FARBSTEIN, DAVID ẒEVI (1868–1953), Zionist Swiss politician. Farbstein was born in Warsaw and grew up in a traditional family. He worked at a bank in Warsaw to finance his studies, distancing himself from his Orthodox upbringing. During his studies in Berlin (1892–94) he joined the Russian Jewish Scientific Association and met with N. *Syrkin. He continued his studies at the universities of Zurich and Berne (1894–97), graduating with a thesis on "the legal status of the free and unfree worker in talmudic law." In 1897 he received Swiss citizenship, became a member of the Cultusgemeinde and joined the Social Democratic Party. He protested against the expulsion of Russian-Jewish peddlers from Zurich (1905/06) and led the opposition in the Cultusgemeinde against the well-to-do Swiss-Jewish establishment. As a lawyer, he defended women who had had abortions. In 1902 he was elected to the cantonal parliament, after 1904 to the city parliament. Here he fought against the introduction of a 15-year waiting period for Orthodox East European Jews to apply for Swiss citizenship, but he did not convince the bourgeois majority (1920). He was the first Jewish member of the Swiss parliament (the Nationalrat," 1922–38).
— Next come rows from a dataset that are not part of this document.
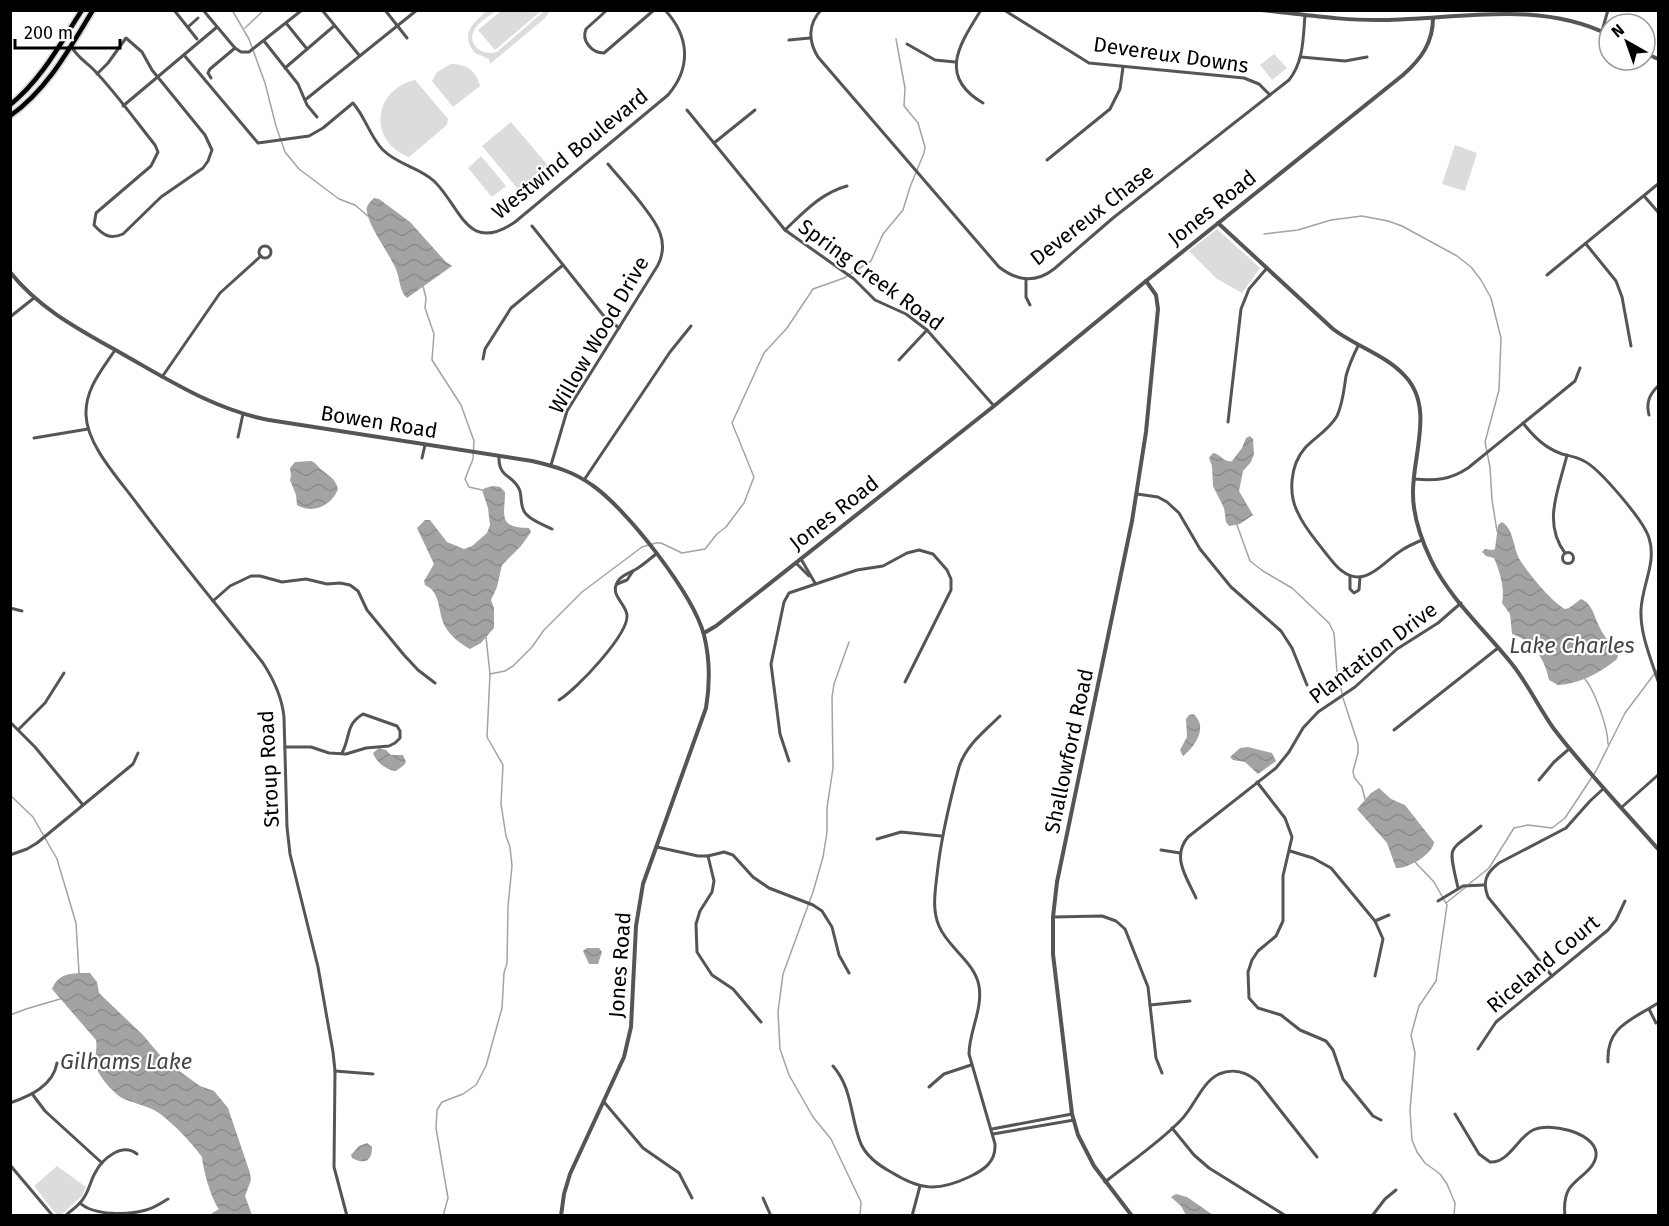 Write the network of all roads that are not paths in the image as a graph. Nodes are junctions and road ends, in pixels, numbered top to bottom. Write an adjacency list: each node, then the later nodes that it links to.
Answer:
1 (82, 10): 47 (main road)
2 (93, 10): 31 (main road)
3 (174, 10): 22 (street)
4 (203, 10): 23 (street)
5 (302, 10): 19 (street)
6 (322, 10): 20 (street)
7 (385, 10): 21 (street)
8 (417, 10): 21 (street)
9 (608, 10): 10 (street)
10 (654, 10)
11 (665, 10): 34 (street, Westwind Boulevard)
12 (821, 10): 26 (street)
13 (981, 10): 38 (street)
14 (1004, 10): 39 (street, Devereux Downs)
15 (1261, 10): 16 (street)
16 (1305, 15): 18 (street); 36 (street, Devereux Chase)
17 (198, 18): 22 (street)
18 (1433, 18): 24 (street); 60 (street, Jones Road)
19 (286, 23): 29 (street); 33 (street)
20 (334, 26): 33 (street); 35 (street)
21 (397, 26): 25 (street); 35 (street)
22 (188, 27): 27 (street)
23 (218, 27): 32 (street); 34 (street)
24 (1597, 29)
25 (407, 38)
26 (810, 38): 28 (street); 69 (street, Devereux Chase)
27 (197, 39)
28 (789, 40)
29 (264, 41): 32 (street); 40 (street)
30 (907, 44): 38 (street)
31 (71, 46): 41 (street); 51 (main road)
32 (235, 48): 43 (street)
33 (307, 49): 40 (street)
34 (184, 55): 42 (street)
35 (360, 56): 45 (street)
36 (1301, 57): 37 (street); 44 (street, Devereux Chase)
37 (1366, 57)
38 (955, 62): 46 (street)
39 (1123, 67): 44 (street, Devereux Downs); 54 (street)
40 (285, 68): 45 (street)
41 (97, 74): 42 (street); 48 (street)
42 (158, 77): 48 (street); 48 (street)
43 (211, 78)
44 (1270, 95): 69 (street, Devereux Chase)
45 (305, 100): 52 (street)
46 (983, 103)
47 (10, 105)
48 (123, 105)
49 (687, 110): 53 (street, Spring Creek Road)
50 (755, 110): 53 (street)
51 (10, 116)
52 (317, 117)
53 (714, 143): 62 (street, Spring Creek Road)
54 (1047, 160)
55 (608, 164): 75 (street, Willow Wood Drive)
56 (1659, 184): 58 (street)
57 (847, 186): 62 (street)
58 (1644, 196): 59 (street); 63 (street)
59 (1659, 212)
60 (1218, 223): 66 (street); 70 (street, Jones Road)
61 (532, 226): 65 (street)
62 (785, 230): 76 (street, Spring Creek Road)
63 (1586, 244): 68 (street); 78 (street)
64 (261, 256): 64 (street); 83 (street)
65 (563, 265): 75 (street); 80 (street)
66 (1267, 268): 77 (street); 88 (street)
67 (10, 272): 71 (street, Bowen Road)
68 (1547, 275)
69 (1026, 279): 72 (street)
70 (1146, 281): 85 (street, Jones Road); 100 (street, Shallowford Road)
71 (33, 298): 73 (street); 79 (street, Bowen Road)
72 (1030, 305)
73 (10, 317)
74 (691, 326): 99 (street)
75 (619, 328): 97 (street, Willow Wood Drive)
76 (927, 330): 81 (street); 85 (street, Spring Creek Road)
77 (1358, 346): 98 (street); 107 (street)
78 (1631, 346)
79 (115, 350): 83 (street, Bowen Road); 90 (street, Stroup Road)
80 (483, 359)
81 (900, 360)
82 (1580, 368): 89 (street)
83 (162, 377): 86 (street, Bowen Road)
84 (1659, 386): 87 (street)
85 (994, 406): 105 (street, Jones Road)
86 (243, 414): 91 (street); 93 (street, Bowen Road)
87 (1649, 415)
88 (1228, 422)
89 (1523, 423): 94 (street); 98 (street)
90 (88, 429): 92 (street); 111 (street, Stroup Road)
91 (238, 437)
92 (34, 438)
93 (425, 445): 95 (street, Bowen Road); 96 (street)
94 (1567, 455): 103 (street); 118 (street)
95 (499, 456): 97 (street, Bowen Road); 101 (street)
96 (422, 458)
97 (551, 465): 99 (street, Bowen Road)
98 (1414, 479): 102 (street)
99 (584, 480): 104 (street, Bowen Road)
100 (1137, 494): 121 (street); 156 (street, Shallowford Road)
101 (552, 529)
102 (1422, 540): 109 (street); 112 (street)
103 (1565, 553)
104 (656, 554): 115 (street, Bowen Road); 122 (street)
105 (801, 559): 106 (street, Jones Road); 108 (street)
106 (796, 563): 108 (street); 115 (street, Jones Road)
107 (1350, 576): 109 (street); 109 (street)
108 (811, 577): 110 (street)
109 (1360, 577)
110 (816, 583): 119 (street); 133 (street)
111 (213, 601): 120 (street); 128 (street, Stroup Road)
112 (1461, 603): 116 (street); 136 (street, Plantation Drive)
113 (10, 608): 114 (street)
114 (22, 611)
115 (704, 633): 143 (street, Jones Road)
116 (1498, 648): 126 (street); 129 (street)
117 (64, 673): 125 (street)
118 (1659, 681)
119 (905, 682)
120 (435, 683)
121 (1307, 685)
122 (559, 699)
123 (1000, 716): 141 (street)
124 (10, 722): 125 (street)
125 (19, 729): 138 (street)
126 (1394, 730)
127 (346, 744): 130 (street); 130 (street); 132 (street)
128 (285, 747): 132 (street); 172 (street, Stroup Road)
129 (1571, 748): 135 (street); 137 (street)
130 (354, 751): 132 (street)
131 (138, 753): 138 (street)
132 (342, 753)
133 (789, 761)
134 (1659, 775): 139 (street)
135 (1539, 780)
136 (1257, 783): 145 (street); 147 (street, Plantation Drive)
137 (1605, 787): 139 (street); 150 (street)
138 (83, 805): 148 (street)
139 (1622, 807): 144 (street)
140 (1481, 826): 151 (street)
141 (941, 836): 142 (street); 170 (street)
142 (876, 839)
143 (655, 847): 149 (street); 177 (street, Jones Road)
144 (1659, 849)
145 (1290, 850): 157 (street); 181 (street)
146 (1161, 852): 147 (street)
147 (1180, 853): 152 (street)
148 (10, 855)
149 (708, 856): 158 (street); 165 (street)
150 (1484, 885): 151 (street); 160 (street)
151 (1458, 888): 153 (street)
152 (1196, 898)
153 (1438, 901)
154 (1625, 901): 160 (street, Riceland Court)
155 (1389, 915): 157 (street)
156 (1053, 917): 163 (street); 180 (street, Shallowford Road)
157 (1375, 921): 159 (street)
158 (849, 973)
159 (1375, 976)
160 (1552, 976): 167 (street, Riceland Court)
161 (1190, 1001): 163 (street)
162 (1659, 1003): 164 (street)
163 (1150, 1005): 173 (street)
164 (1649, 1009): 166 (street); 168 (street)
165 (761, 1022)
166 (1656, 1023)
167 (1478, 1049)
168 (1608, 1062)
169 (57, 1063): 176 (street)
170 (971, 1065): 175 (street); 183 (street)
171 (833, 1066): 190 (street)
172 (335, 1071): 174 (street); 199 (street, Stroup Road)
173 (1162, 1073)
174 (373, 1074)
175 (929, 1087)
176 (33, 1095): 178 (street); 187 (street)
177 (604, 1102): 192 (street); 200 (street, Jones Road)
178 (10, 1103)
179 (1455, 1114): 205 (street)
180 (1073, 1117): 183 (street); 184 (street); 189 (street, Shallowford Road)
181 (1381, 1120)
182 (1172, 1128): 186 (street); 189 (street); 203 (street)
183 (991, 1129): 184 (street)
184 (993, 1134): 190 (street)
185 (137, 1154): 187 (street)
186 (1317, 1157)
187 (102, 1163): 195 (street)
188 (10, 1165): 197 (street)
189 (1106, 1182): 196 (street, Shallowford Road)
190 (920, 1186): 202 (street)
191 (1396, 1190): 204 (street)
192 (692, 1198)
193 (763, 1198): 201 (street)
194 (168, 1199): 195 (street)
195 (80, 1203): 198 (street)
196 (1129, 1214)
197 (53, 1215)
198 (65, 1215)
199 (347, 1215)
200 (561, 1215)
201 (771, 1215)
202 (912, 1215)
203 (1286, 1215)
204 (1372, 1215)
205 (1564, 1215)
As a Zionist, he helped *Herzl set up the First Zionist Congress in Basle and drafted the statutes of the *Jewish National Fund (Keren Kayemet le-Israel). Already in 1897 he founded the first Zionist group in Zurich. After 1933 he fought Swiss fascism and opposed the policies of the leaders of the Swiss Federation of Jewish Communities as too compromising. He was instrumental in the resignation of Saly Mayer from the presidency of the federation in 1943. He refuted the anti-Jewish allegations of Zurich pastor Walter Hoch.

bibliography:

H. Strauss-Zweig, David Farbstein. Juedischer Sozialistsozialistischer Jude (2002); Davar (June 22, 1953); Festschriftzum 50-jaehrigen Bestehen des Schweizerischen Israelitischen Gemeindebundes (1954), 197ff. (his autobiography).